• Welcome to TechPowerUp Forums, Guest! Please check out our forum guidelines for info related to our community.
  • The forums have been upgraded with support for dark mode. By default it will follow the setting on your system/browser. You may override it by scrolling to the end of the page and clicking the gears icon.

AMD Ryzen 7 7700X

W1zzard

Administrator
Staff member
Joined
May 14, 2004
Messages
28,831 (3.74/day)
Processor Ryzen 7 5700X
Memory 48 GB
Video Card(s) RTX 4080
Storage 2x HDD RAID 1, 3x M.2 NVMe
Display(s) 30" 2560x1600 + 19" 1280x1024
Software Windows 10 64-bit
With the Ryzen 7 7700X, AMD is introducing their fastest Zen 4 processor for gamers. In our review we found out that gaming on the 7700X runs better than the 7900X and 7950X, thanks to the single CCD design of the 7700X. Just like on other high-end AM5 CPUs, temperatures are a problem though.

Show full review
 
Looks good but those temps are spicy.
 
Well - it matches an OC on a 12600K... Loses in gaming. Gets beat quite badly by the old 5800x3d. I think the competition heating up from intel and their own x3d last gen part beating these in gaming, but this release feels underwhelming for the temps and $.
 
Seeing as how all I do is gaming, I think if I can find the 5800x 3d on sale for around $350, I will go for that. Plus I can save on the ram and mobo costs that way too.
 
I'm a big fat AMD fan boy, I even own a bundle of stock, but I can't appreciate the choice of running out of the box oc's, which is the only thing i can call it when it runs 95 celcius on a decent air cooler.

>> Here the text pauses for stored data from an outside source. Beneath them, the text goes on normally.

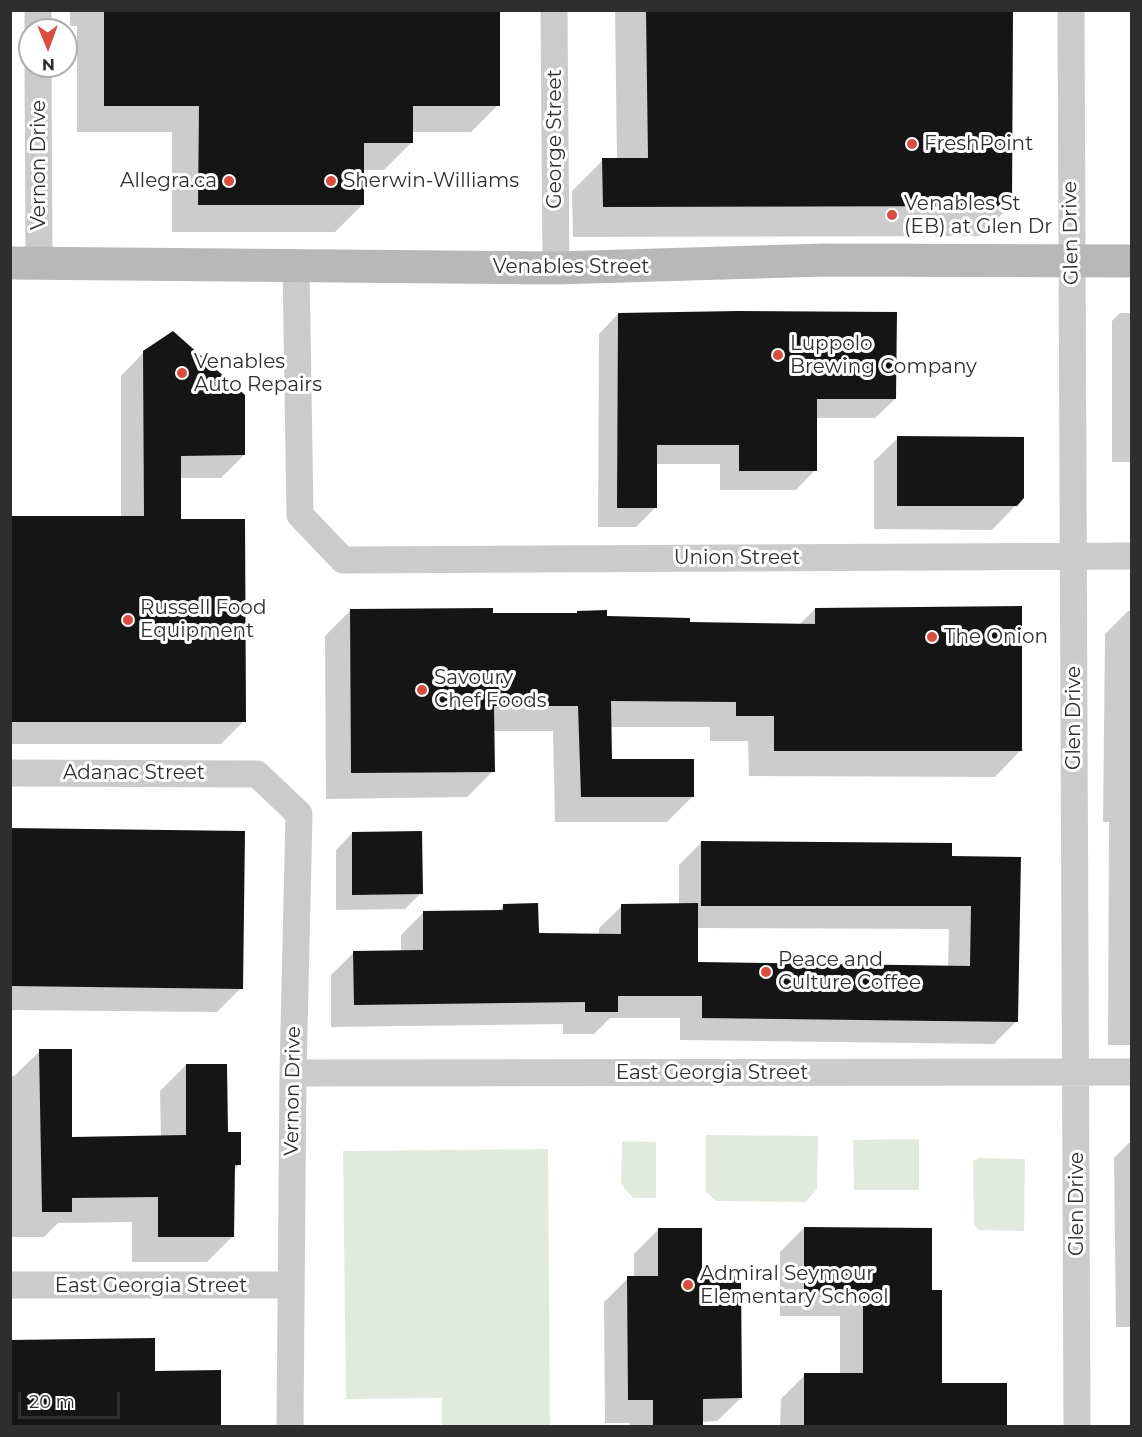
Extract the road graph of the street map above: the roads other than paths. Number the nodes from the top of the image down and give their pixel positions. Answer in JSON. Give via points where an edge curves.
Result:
{"nodes":[{"id":1,"x":555,"y":10,"type":"edge"},
{"id":2,"x":1071,"y":10,"type":"edge"},
{"id":3,"x":37,"y":78,"type":"edge"},
{"id":4,"x":1071,"y":261,"type":"junction"},
{"id":5,"x":1131,"y":261,"type":"edge"},
{"id":6,"x":25,"y":264,"type":"edge"},
{"id":7,"x":296,"y":266,"type":"junction"},
{"id":8,"x":556,"y":268,"type":"junction"},
{"id":9,"x":1073,"y":556,"type":"junction"},
{"id":10,"x":1131,"y":556,"type":"edge"},
{"id":11,"x":10,"y":773,"type":"edge"},
{"id":12,"x":257,"y":774,"type":"joint"},
{"id":13,"x":1076,"y":1072,"type":"junction"},
{"id":14,"x":1131,"y":1072,"type":"edge"},
{"id":15,"x":293,"y":1073,"type":"junction"},
{"id":16,"x":10,"y":1285,"type":"edge"},
{"id":17,"x":291,"y":1285,"type":"junction"},
{"id":18,"x":290,"y":1426,"type":"edge"},
{"id":19,"x":1077,"y":1426,"type":"edge"}],
"edges":[{"from":1,"to":8,"type":"street","name":"George Street"},
{"from":2,"to":4,"type":"street","name":"Glen Drive"},
{"from":3,"to":6,"type":"street","name":"Vernon Drive"},
{"from":4,"to":5,"type":"main road","name":"Venables Street"},
{"from":4,"to":8,"type":"main road","name":"Venables Street","via":[[825,260]]},
{"from":4,"to":9,"type":"street","name":"Glen Drive"},
{"from":6,"to":7,"type":"main road","name":"Venables Street"},
{"from":7,"to":8,"type":"main road","name":"Venables Street"},
{"from":7,"to":9,"type":"street","name":"Union Street","via":[[300,515],[343,560]]},
{"from":9,"to":10,"type":"street","name":"Union Street"},
{"from":9,"to":13,"type":"street","name":"Glen Drive"},
{"from":11,"to":12,"type":"street","name":"Adanac Street"},
{"from":12,"to":15,"type":"street","name":"Vernon Drive","via":[[299,814]]},
{"from":13,"to":14,"type":"street","name":"East Georgia Street"},
{"from":13,"to":15,"type":"street","name":"East Georgia Street"},
{"from":13,"to":19,"type":"street","name":"Glen Drive"},
{"from":15,"to":17,"type":"street","name":"Vernon Drive"},
{"from":16,"to":17,"type":"street","name":"East Georgia Street"},
{"from":17,"to":18,"type":"street","name":"Vernon Drive"}]}
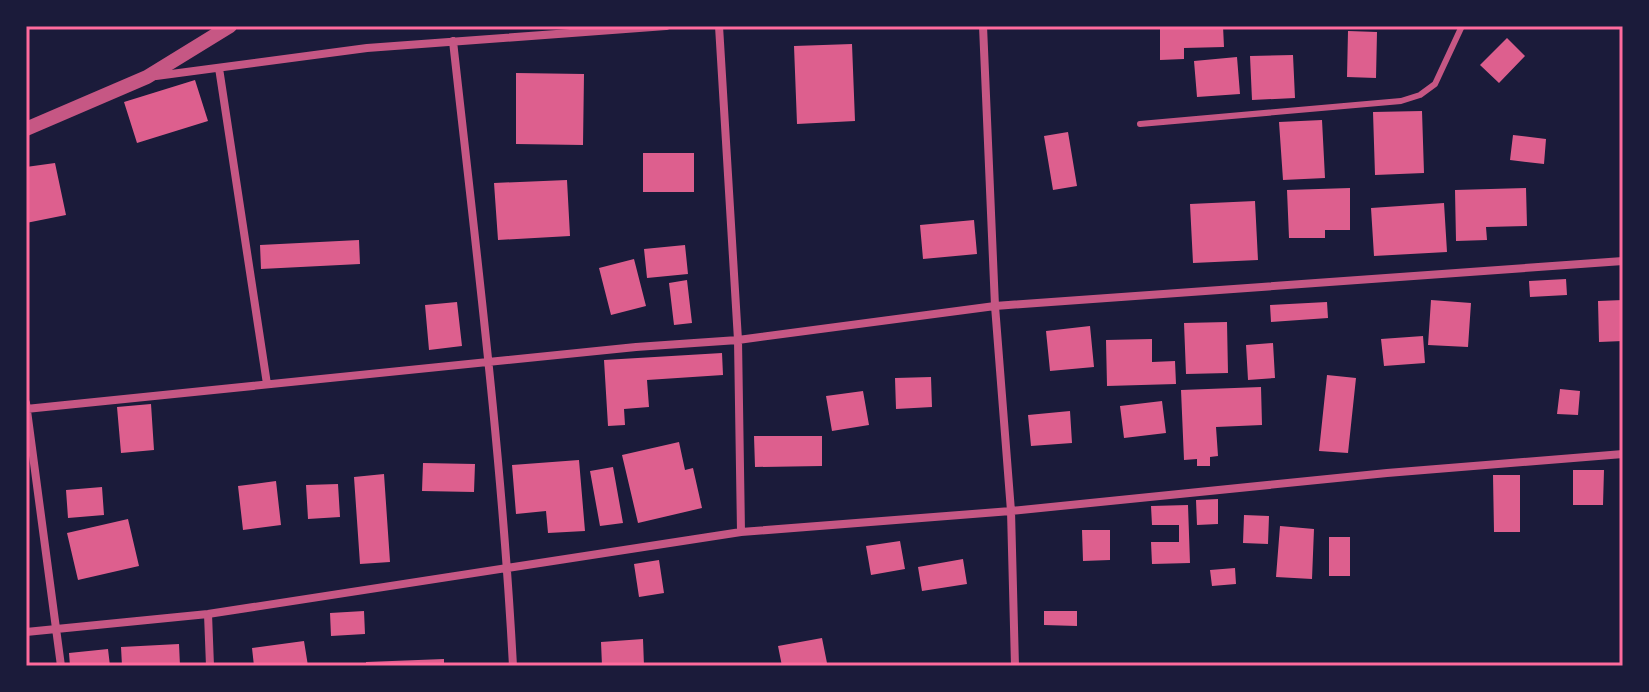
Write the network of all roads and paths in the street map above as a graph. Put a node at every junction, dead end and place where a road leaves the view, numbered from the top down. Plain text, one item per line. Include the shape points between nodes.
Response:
1 (230, 26) edge
2 (666, 26) edge
3 (719, 26) edge
4 (983, 26) edge
5 (1462, 26) edge
6 (453, 41) junction
7 (219, 68) junction
8 (147, 77) junction
9 (1140, 124) dead end
10 (26, 129) edge
11 (1623, 261) edge
12 (995, 306) junction
13 (738, 340) junction
14 (488, 362) junction
15 (267, 384) junction
16 (26, 407) edge
17 (1623, 454) edge
18 (1011, 511) junction
19 (741, 532) junction
20 (508, 568) junction
21 (208, 614) junction
22 (56, 629) junction
23 (26, 632) edge
24 (61, 666) edge
25 (210, 666) edge
26 (513, 666) edge
27 (1015, 666) edge

1 - 8 street
2 - 6 street
3 - 13 street
4 - 12 street
5 - 9 lane via 1435,84 1401,101
6 - 7 street
6 - 14 street
7 - 8 street
7 - 15 street
8 - 10 street
11 - 12 street
12 - 13 street
12 - 18 street
13 - 14 street
13 - 19 street
14 - 15 street
14 - 20 street
15 - 16 street
16 - 22 street
17 - 18 street
18 - 19 street
18 - 27 street
19 - 20 street
20 - 21 street
20 - 26 street
21 - 22 street
21 - 25 street
22 - 23 street
22 - 24 street

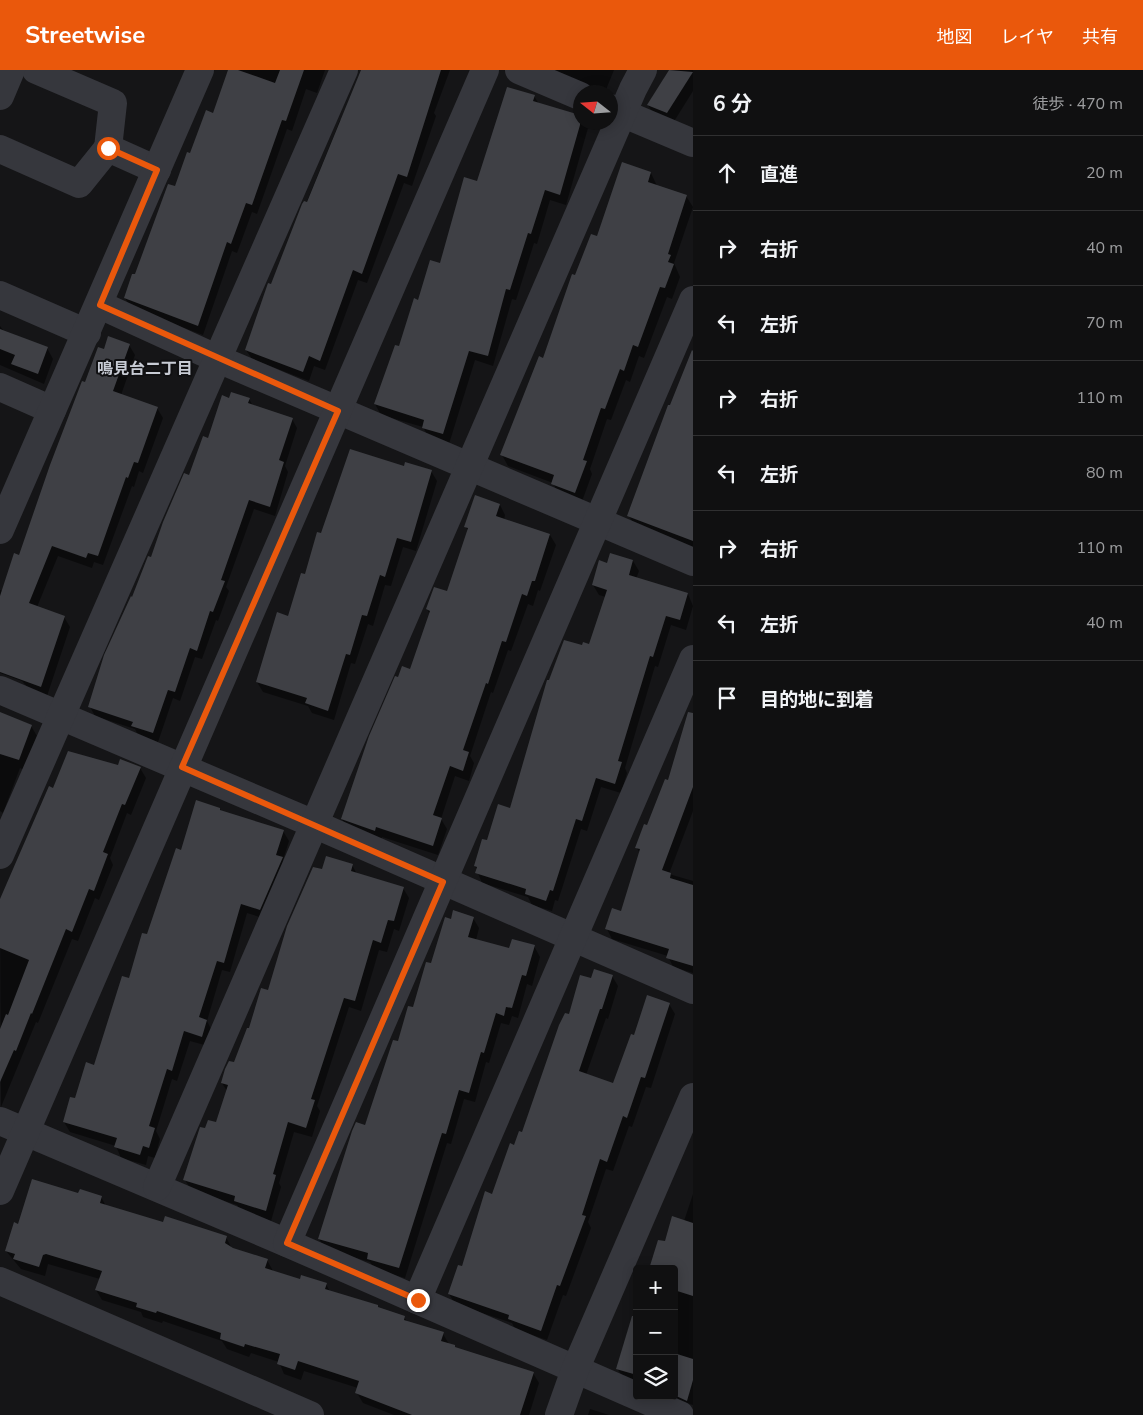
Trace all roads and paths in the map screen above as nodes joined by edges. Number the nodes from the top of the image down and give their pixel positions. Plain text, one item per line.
1 (12, 70) edge
2 (36, 70) edge
3 (200, 70) edge
4 (344, 70) edge
5 (485, 70) edge
6 (519, 70) edge
7 (643, 70) edge
8 (573, 93) edge
9 (0, 96) edge
10 (618, 108) edge
11 (618, 110) edge
12 (609, 130) edge
13 (693, 144) edge
14 (108, 148) junction
15 (0, 149) edge
16 (157, 170) junction
17 (0, 295) edge
18 (693, 300) edge
19 (100, 305) junction
20 (87, 332) junction
21 (218, 359) junction
22 (0, 387) edge
23 (52, 410) junction
24 (338, 411) junction
25 (470, 466) junction
26 (597, 522) junction
27 (0, 530) edge
28 (693, 562) edge
29 (693, 659) edge
30 (0, 690) edge
31 (60, 717) junction
32 (182, 767) junction
33 (314, 824) junction
34 (0, 855) edge
35 (443, 882) junction
36 (574, 938) junction
37 (693, 990) edge
38 (693, 1097) edge
39 (0, 1121) edge
40 (25, 1132) junction
41 (157, 1188) junction
42 (0, 1192) edge
43 (287, 1243) junction
44 (0, 1281) edge
45 (418, 1300) junction
46 (575, 1370) junction
47 (310, 1415) edge
48 (559, 1415) edge
49 (680, 1415) edge

1 - 9 street
2 - 14 street
3 - 16 street
4 - 21 street
5 - 24 street
6 - 8 street
7 - 10 street
11 - 13 street
12 - 25 street
14 - 15 street
14 - 16 street
16 - 19 street
17 - 20 street
18 - 26 street
19 - 20 street
19 - 21 street
20 - 23 street
21 - 24 street
21 - 31 street
22 - 23 street
23 - 27 street
24 - 25 street
24 - 32 street
25 - 26 street
25 - 33 street
26 - 28 street
26 - 35 street
29 - 36 street
30 - 31 street
31 - 32 street
31 - 34 street
32 - 33 street
32 - 40 street
33 - 35 street
33 - 41 street
35 - 36 street
35 - 43 street
36 - 37 street
36 - 45 street
38 - 46 street
39 - 40 street
40 - 41 street
40 - 42 street
41 - 43 street
43 - 45 street
44 - 47 street
45 - 46 street
46 - 48 street
46 - 49 street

I understand the competition with Intel is "heating up" but these are not temps the average costumer is best served with. It is not a GPU, it is not preinstalled with an after market cooler fitted by a company that knows what temps it will run before selling it.

If you want to go down this road, implement a solution where you can choose to run this setting as "opt in" in the bios. But let it run an efficiency mode by default. (Best performance vs more normal temps) like an spd xmp profile kinda thing.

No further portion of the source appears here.